Tango abierto attracts beginners and inevitably makes their life easier, which is fantastic, since no popular dance continues for decades unless there are beginners. But the paths of learning gradually turn long and twisted, and you never know where and how the story is going to end. But he or she who continues will finally reach something really big, a sort of climax, la fiesta del tango: a more mature tango, less narcissistic and less ostentatious. Tango is in no rush, it knows how to wait even until you reach your forties. Tango withdraws itself in order to get stronger, and emerges triumphant, a tango that is no longer based on the look of the others but on the profound dialogue between partners. Its conception of music is richer and more sophisticated. It isn’t formed by the muscular tension of the tango of stage performances but by relaxation of the body. Therefore, it’s a more organic tango, not suitable for theatres and performances where the tango abierto is danced.
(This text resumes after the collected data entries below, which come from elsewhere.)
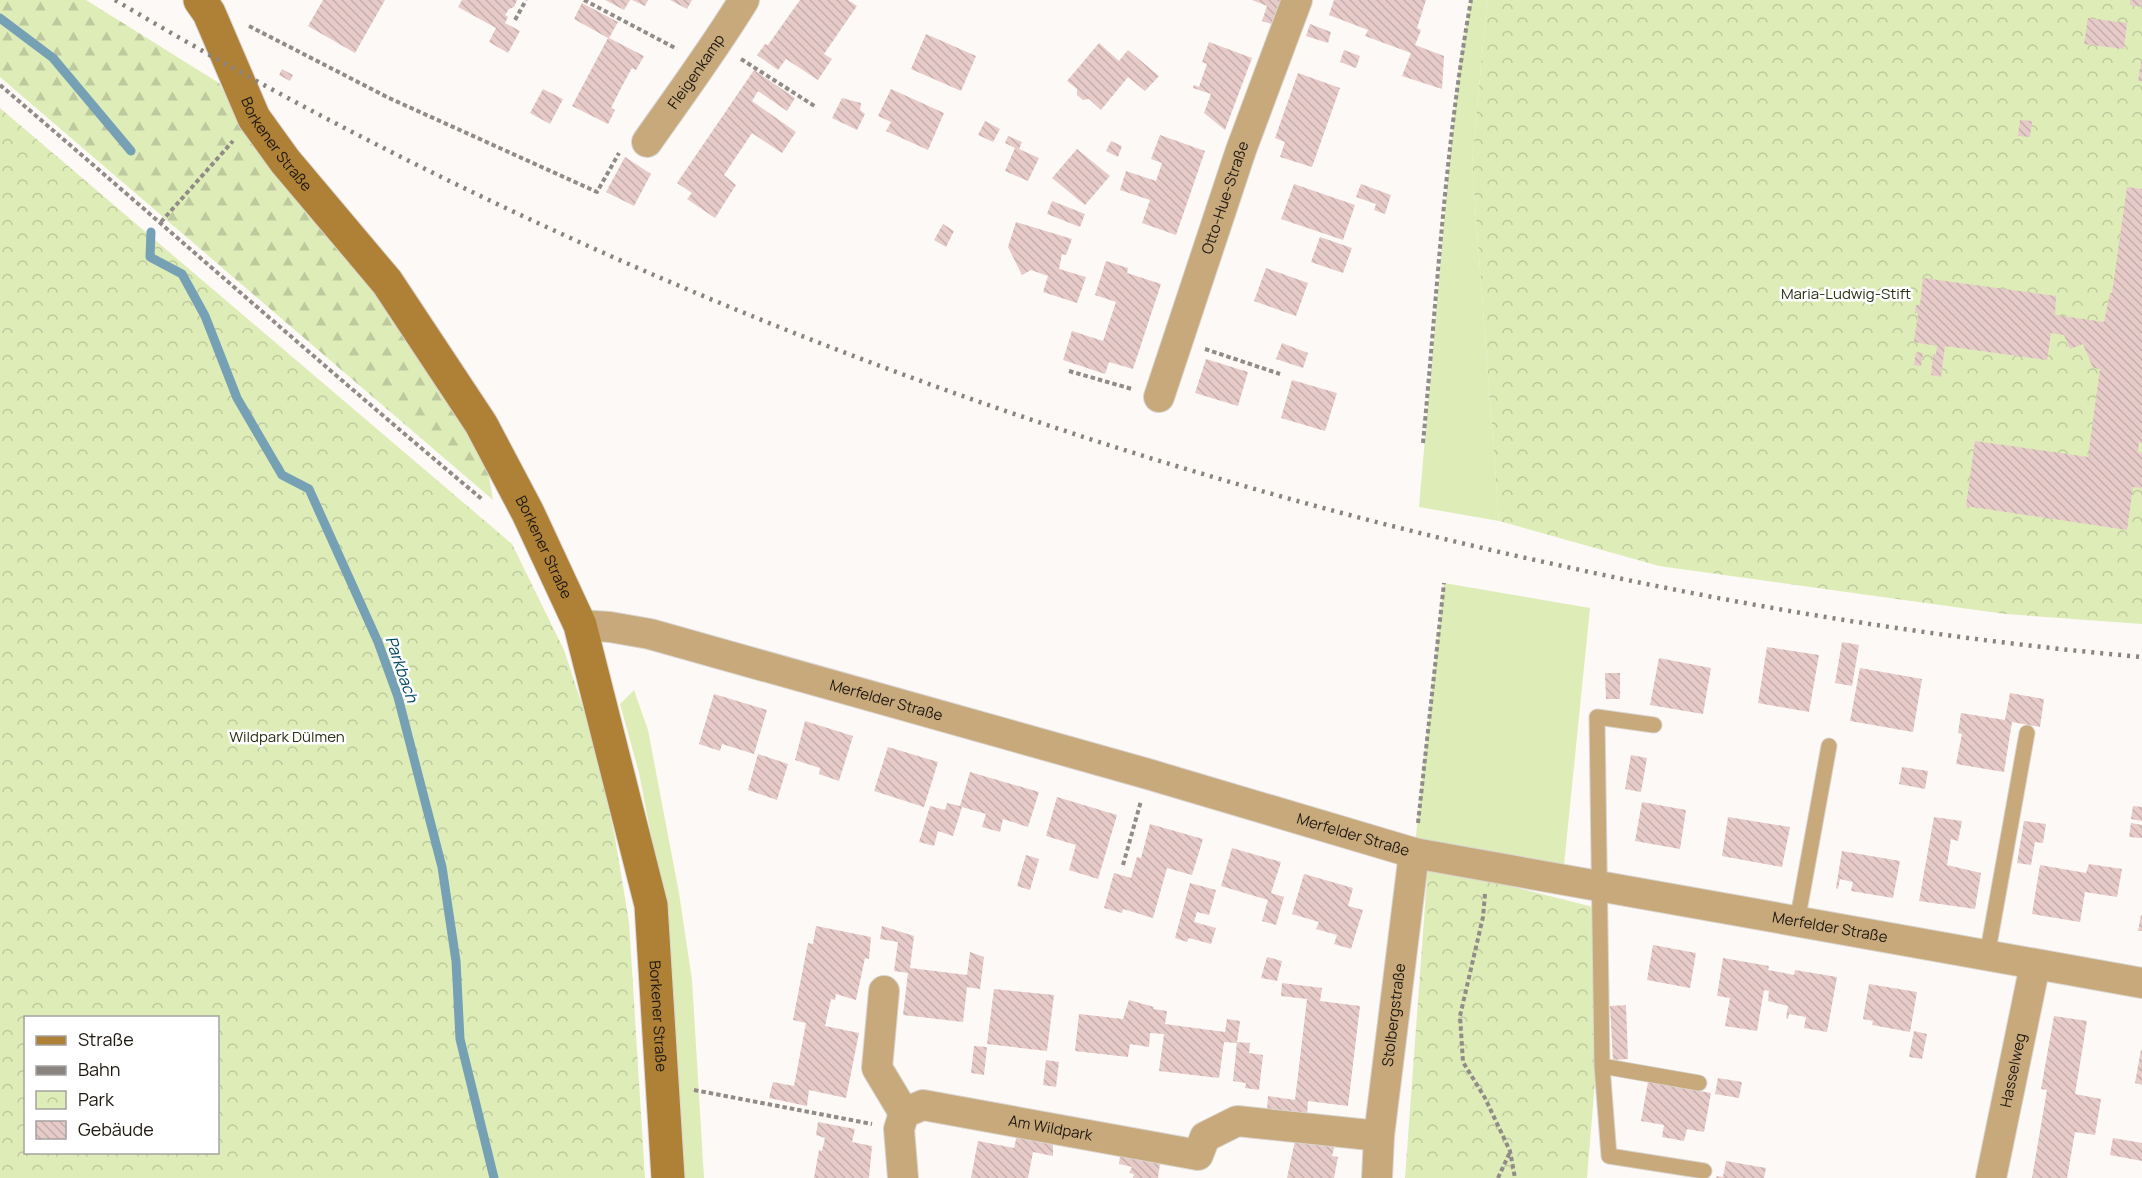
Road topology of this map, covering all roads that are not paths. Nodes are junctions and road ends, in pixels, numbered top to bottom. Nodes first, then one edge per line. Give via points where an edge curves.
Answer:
1 (744, 0) edge
2 (1297, 0) edge
3 (204, 6) edge
4 (647, 142) road end
5 (1159, 397) road end
6 (580, 624) junction
7 (1654, 725) dead end
8 (2027, 733) dead end
9 (1829, 746) dead end
10 (1414, 853) junction
11 (1601, 887) junction
12 (1797, 922) junction
13 (1987, 956) junction
14 (2035, 965) junction
15 (2142, 983) edge
16 (884, 992) dead end
17 (1602, 1066) junction
18 (1698, 1083) dead end
19 (902, 1121) junction
20 (1379, 1136) junction
21 (1198, 1166) edge
22 (1704, 1171) dead end
23 (668, 1178) edge
24 (903, 1178) edge
25 (1377, 1178) edge
26 (1991, 1178) edge

1 - 4 street, Fleigenkamp
2 - 5 street, Otto-Hue-Straße via 1241,150
3 - 6 street, Borkener Straße via 254,118 387,282 480,424 528,513
6 - 10 street, Merfelder Straße via 650,634
6 - 23 street, Borkener Straße via 651,905
7 - 11 lane via 1598,717
8 - 13 lane
9 - 12 lane
10 - 11 street, Merfelder Straße
10 - 20 street, Stolbergstraße
11 - 12 street, Merfelder Straße
11 - 17 lane
12 - 13 street, Merfelder Straße
13 - 14 street, Merfelder Straße
14 - 15 street, Merfelder Straße
14 - 26 street, Hasselweg
16 - 19 street via 877,1068
17 - 18 lane
17 - 22 lane via 1609,1156
19 - 21 street, Am Wildpark via 923,1105
19 - 24 street
20 - 21 street, Am Wildpark via 1237,1121 1205,1137
20 - 25 street, Stolbergstraße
Those who continue to dance tango abierto over the years become the maestros, those who dance it both properly and in the correct context, on bigger dance floors, with more space. They never run the risk of colliding with other dancers. They choose suitable places to dance, usually far from downtown. When they have to dance on smaller dance floors they adapt their style, dancing milonguero like the others.
For those dancers over 30 and those who are younger but with experience, the musical embrace of the tango milonguero leads the way to tango for the rest of their life. Tango abierto and tango milonguero are the two streams which fuel the source and maturity of tango. They are mutually indispensable. If one is lacking there will be no future for tango.
The maestros who generate communities should specialise in one style, whilst acknowledging, accepting and supporting other existing styles. They should encourage those that teach other facets of tango, which in turn need to be nurtured by all the other expressions of tango. Each style and expression matches different ages, expectations and stages of life.
It is very difficult to begin without the game and the freedom of tango abierto but it is also very difficult to dance tango for a lifetime without giving it more significance, however important pleasure and fun may be. Tango’s maestros and organizers should negotiate events, locations and times in an intelligent and rational way, smoothing down, regardless of egos and competences, for tango isn’t a place where you always have to compete and find out who’s who. Idolatry and selfishness can only serve to hurt the general well-being and growth of our community, or even divide and destroy it entirely. If tango entrenches itself in one style we’ll end up alone, dancing a virtual tango, seated in front of our computer, and we’ll lose its essence: the risk of both enjoying and suffering with someone else in your arms.